Caso Bolsonaro: Desistência Voluntária não cabe em recurso

Bolsonaro acaba fazendo uma confissão implícita

Por Miguel Dias Pinheiro, Advogado,

Em Embargos de Declaração apresentado à Primeira Turma do Supremo Tribunal Federal (STF), o ex-presidente Jair Bolsonaro alegou, entre outros argumentos de defesa, que teria “desistido” de executar o plano golpista que, segundo o próprio texto do advogado dele, estaria em andamento no final do governo anterior.

Com tal argumento, Bolsonaro reconhece que houve mesmo tentativa de Golpe de Estado. “Admitida, ainda que de forma equivocada, a existência de início de execução, a conduta do Embargante se enquadraria na hipótese de desistência voluntária.” (p. 44) - diz a defesa.

O ex-presidente busca a aplicação do art. 15, do Código Penal, que diz: "O agente que, voluntariamente, desiste de prosseguir na execução ou impede que o resultado se produza, só responde pelos atos já praticados". O dispositivo penal apresenta dois núcleos: desistência da execução e impedir a consumação.

A alegação de desistência voluntária ou de arrependimento eficaz prevista no respectivo art. 15 não cabe em fase recursal, máxime em Embargos de Declaração e/ou em Embargos Infringentes.

Por que não se aplica? Porque a consumação do crime já ocorreu e a condenação já foi proferida. Quando o caso chega à fase de recursos, seja por Embargos de Declaração e por Embargos Infringentes, como no caso vertente, a conduta criminosa já foi materializada e o devido processo legal se encontra em etapa posterior, decorrente da conclusão da instrução criminal.

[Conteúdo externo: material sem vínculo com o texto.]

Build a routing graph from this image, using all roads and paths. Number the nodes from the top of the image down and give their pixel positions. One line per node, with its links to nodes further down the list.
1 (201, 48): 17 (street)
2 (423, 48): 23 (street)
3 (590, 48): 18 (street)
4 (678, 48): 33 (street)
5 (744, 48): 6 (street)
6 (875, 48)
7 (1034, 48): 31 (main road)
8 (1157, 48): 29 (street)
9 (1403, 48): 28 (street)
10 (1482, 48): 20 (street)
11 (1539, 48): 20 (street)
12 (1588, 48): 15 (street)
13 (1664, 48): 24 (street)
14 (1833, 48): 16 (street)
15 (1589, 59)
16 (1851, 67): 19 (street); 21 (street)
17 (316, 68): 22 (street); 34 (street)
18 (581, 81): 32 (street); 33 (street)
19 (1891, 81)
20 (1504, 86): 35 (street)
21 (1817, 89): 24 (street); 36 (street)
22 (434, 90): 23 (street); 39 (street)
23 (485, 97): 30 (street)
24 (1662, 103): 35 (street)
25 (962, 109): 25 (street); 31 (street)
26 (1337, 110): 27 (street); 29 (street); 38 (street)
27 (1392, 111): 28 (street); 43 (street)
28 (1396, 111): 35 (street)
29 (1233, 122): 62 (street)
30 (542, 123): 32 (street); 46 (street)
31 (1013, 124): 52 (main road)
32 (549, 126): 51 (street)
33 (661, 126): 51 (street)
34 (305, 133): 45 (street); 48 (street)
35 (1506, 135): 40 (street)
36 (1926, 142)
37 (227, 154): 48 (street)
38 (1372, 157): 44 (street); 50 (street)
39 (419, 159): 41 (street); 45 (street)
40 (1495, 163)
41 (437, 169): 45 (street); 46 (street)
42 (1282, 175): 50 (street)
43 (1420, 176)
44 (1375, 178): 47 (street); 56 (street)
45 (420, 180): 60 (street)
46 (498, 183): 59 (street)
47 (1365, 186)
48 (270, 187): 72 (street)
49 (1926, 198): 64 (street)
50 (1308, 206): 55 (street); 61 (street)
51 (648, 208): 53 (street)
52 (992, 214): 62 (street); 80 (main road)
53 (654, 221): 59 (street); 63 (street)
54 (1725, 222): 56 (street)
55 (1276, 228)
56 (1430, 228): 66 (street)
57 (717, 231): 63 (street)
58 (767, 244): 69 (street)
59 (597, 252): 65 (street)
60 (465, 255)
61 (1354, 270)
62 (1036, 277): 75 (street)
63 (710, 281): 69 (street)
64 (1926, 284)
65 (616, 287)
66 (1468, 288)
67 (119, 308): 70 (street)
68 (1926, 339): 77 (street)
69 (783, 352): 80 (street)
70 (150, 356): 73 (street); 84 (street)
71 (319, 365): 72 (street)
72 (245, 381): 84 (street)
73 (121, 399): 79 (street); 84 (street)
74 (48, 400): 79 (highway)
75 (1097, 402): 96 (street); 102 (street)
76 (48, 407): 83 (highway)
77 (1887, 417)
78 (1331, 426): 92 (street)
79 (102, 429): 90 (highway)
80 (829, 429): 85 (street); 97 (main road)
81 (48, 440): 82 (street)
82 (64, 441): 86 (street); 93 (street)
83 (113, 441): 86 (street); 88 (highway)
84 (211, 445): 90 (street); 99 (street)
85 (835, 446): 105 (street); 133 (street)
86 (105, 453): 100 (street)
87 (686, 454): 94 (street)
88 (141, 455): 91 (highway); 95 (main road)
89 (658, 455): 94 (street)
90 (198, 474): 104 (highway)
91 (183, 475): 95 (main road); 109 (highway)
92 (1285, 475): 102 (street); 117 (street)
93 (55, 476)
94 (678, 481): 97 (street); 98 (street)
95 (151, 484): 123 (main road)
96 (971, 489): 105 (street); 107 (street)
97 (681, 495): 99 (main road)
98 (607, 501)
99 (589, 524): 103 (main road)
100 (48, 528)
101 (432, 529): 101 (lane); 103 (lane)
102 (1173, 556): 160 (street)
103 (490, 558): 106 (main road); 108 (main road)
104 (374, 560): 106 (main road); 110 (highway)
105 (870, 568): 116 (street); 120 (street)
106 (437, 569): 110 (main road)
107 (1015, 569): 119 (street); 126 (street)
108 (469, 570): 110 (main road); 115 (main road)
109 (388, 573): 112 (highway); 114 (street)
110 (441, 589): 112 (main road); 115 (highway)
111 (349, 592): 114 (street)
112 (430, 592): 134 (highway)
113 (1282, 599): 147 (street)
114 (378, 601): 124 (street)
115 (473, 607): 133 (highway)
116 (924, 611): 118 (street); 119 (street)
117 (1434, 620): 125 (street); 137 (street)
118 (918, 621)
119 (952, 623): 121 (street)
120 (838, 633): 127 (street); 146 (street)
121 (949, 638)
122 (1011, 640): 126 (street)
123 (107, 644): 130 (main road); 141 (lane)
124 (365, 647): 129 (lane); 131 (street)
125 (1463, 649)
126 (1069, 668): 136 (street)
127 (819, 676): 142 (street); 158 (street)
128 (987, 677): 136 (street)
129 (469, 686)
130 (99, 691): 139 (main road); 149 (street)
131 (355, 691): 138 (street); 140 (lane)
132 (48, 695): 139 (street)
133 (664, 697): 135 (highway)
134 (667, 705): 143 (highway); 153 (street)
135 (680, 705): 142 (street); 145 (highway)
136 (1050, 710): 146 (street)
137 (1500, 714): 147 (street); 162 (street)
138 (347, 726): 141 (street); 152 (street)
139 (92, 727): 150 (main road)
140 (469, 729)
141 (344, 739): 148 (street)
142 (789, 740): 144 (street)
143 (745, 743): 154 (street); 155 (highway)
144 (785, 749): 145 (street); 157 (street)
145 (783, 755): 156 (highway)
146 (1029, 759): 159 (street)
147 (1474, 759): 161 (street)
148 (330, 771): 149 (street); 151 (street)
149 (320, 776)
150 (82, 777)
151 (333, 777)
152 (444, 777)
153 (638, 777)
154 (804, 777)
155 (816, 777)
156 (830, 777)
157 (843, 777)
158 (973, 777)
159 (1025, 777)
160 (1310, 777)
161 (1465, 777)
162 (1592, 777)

A alegação da defesa de Bolsonaro soa como uma confissão, ainda que possa ser implícita. De que o ex-presidente iniciou a execução da tentativa de Golpe de Estado e de Abolição Violenta do Estado de Direito e, "a posteriori", arrependeu-se, desistiu da consumação dos crimes.

A alegação e o reconhecimento da desistência voluntária deveriam ter ocorrido na fase da instrução criminal - que foi rechaçada pela Primeira Turma na instrução processual. Como não foi julgada procedente, trata-se, agora, de questão preclusa, não podendo mais ser objeto de discussão na fase recursal.

A desistência ocorre quando o agente interrompe voluntariamente a execução do crime antes de completá-lo. E o arrependimento eficaz acontece quando o agente pratica todos os atos executórios, porém, impede o resultado.

Há uma diferença entre desistência voluntária e arrependimento eficaz. Na primeira hipótese, a desistência ocorre antes do término da execução. Na segunda, o arrependimento ocorre após o término dos atos executórios, mas antes da consumação do crime, agindo o(a) criminoso(a) para impedir que o resultado ocorra.

Por que, então, Bolsonaro não alegou arrependimento eficaz em sua defesa? Porque ele não agiu para impedir a consumação dos atos golpistas, apesar de alegar que desistiu voluntariamente da execução dos crimes.

Em suma, ao admitir que desistiu da consumação, Bolsonaro também, implicitamente, admite o arrependimento. E na fase recursal tenta buscar dois benefícios: da confissão pela desistência e do arrependimento posterior. Os dois poderiam levar à atenuação e/ou redução da pena, que agora, salvo outro juízo, esbarra no óbice da preclusão.